*** Supplied data Section Begins ***

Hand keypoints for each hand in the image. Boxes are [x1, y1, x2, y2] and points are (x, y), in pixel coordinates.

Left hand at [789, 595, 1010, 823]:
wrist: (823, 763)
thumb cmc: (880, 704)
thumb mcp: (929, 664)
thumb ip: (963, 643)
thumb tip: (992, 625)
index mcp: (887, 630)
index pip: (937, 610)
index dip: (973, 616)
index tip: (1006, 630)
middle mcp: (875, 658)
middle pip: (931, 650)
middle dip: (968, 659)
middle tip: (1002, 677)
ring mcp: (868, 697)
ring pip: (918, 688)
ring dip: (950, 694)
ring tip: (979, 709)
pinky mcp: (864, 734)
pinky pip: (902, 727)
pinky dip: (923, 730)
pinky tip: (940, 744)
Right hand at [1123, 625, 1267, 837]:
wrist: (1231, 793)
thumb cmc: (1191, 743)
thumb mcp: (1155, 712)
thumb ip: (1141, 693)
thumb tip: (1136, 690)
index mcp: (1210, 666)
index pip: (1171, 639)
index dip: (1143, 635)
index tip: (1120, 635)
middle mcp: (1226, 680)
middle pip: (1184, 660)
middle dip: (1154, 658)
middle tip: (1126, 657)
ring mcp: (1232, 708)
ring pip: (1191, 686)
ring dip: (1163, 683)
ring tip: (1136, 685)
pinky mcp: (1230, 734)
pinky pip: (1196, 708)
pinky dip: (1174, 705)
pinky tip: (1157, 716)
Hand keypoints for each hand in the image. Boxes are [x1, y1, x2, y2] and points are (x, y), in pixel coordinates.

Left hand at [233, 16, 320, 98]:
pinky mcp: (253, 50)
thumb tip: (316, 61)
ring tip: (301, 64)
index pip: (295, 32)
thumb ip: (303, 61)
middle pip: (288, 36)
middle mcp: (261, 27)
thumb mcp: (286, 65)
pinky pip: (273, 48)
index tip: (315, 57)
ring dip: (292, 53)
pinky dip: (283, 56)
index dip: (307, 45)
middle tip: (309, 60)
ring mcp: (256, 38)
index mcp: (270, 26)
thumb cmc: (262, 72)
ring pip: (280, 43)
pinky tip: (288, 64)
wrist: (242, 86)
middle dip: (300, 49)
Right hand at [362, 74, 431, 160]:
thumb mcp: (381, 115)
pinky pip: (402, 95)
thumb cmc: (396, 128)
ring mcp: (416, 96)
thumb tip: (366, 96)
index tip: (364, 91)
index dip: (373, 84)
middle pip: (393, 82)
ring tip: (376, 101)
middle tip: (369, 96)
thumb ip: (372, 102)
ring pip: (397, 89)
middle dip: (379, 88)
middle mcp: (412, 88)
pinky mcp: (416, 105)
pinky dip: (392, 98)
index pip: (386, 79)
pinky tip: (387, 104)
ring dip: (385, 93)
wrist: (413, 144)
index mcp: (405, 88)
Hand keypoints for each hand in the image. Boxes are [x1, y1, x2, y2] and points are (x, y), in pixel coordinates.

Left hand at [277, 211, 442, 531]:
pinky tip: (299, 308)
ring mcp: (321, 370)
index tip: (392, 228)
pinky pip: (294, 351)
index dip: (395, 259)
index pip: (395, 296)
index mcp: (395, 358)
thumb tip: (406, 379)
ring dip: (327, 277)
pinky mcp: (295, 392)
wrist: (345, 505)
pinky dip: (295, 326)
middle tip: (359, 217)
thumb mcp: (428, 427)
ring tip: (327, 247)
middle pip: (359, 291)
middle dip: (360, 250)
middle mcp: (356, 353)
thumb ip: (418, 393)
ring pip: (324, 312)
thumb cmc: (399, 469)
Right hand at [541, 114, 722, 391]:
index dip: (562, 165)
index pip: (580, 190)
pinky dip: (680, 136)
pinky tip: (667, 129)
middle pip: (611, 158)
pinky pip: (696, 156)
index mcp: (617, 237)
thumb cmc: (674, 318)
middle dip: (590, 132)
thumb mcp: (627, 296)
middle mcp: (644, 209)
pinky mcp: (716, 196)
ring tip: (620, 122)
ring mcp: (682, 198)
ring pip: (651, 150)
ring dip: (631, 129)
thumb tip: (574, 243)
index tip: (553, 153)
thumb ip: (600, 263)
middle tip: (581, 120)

*** Supplied data Section Ends ***

The task — Beginning at the first line above, repeat exactly until the line containing "middle pip: (931, 650)", which is included.

Exercise output —
Hand keypoints for each hand in the image. Boxes are [x1, y1, x2, y2] and points are (x, y), in pixel coordinates.

Left hand at [789, 595, 1010, 823]:
wrist: (823, 763)
thumb cmc: (880, 704)
thumb mcp: (929, 664)
thumb ip: (963, 643)
thumb tip: (992, 625)
index mcp: (887, 630)
index pip: (937, 610)
index dip: (973, 616)
index tip: (1006, 630)
middle mcp: (875, 658)
middle pip: (931, 650)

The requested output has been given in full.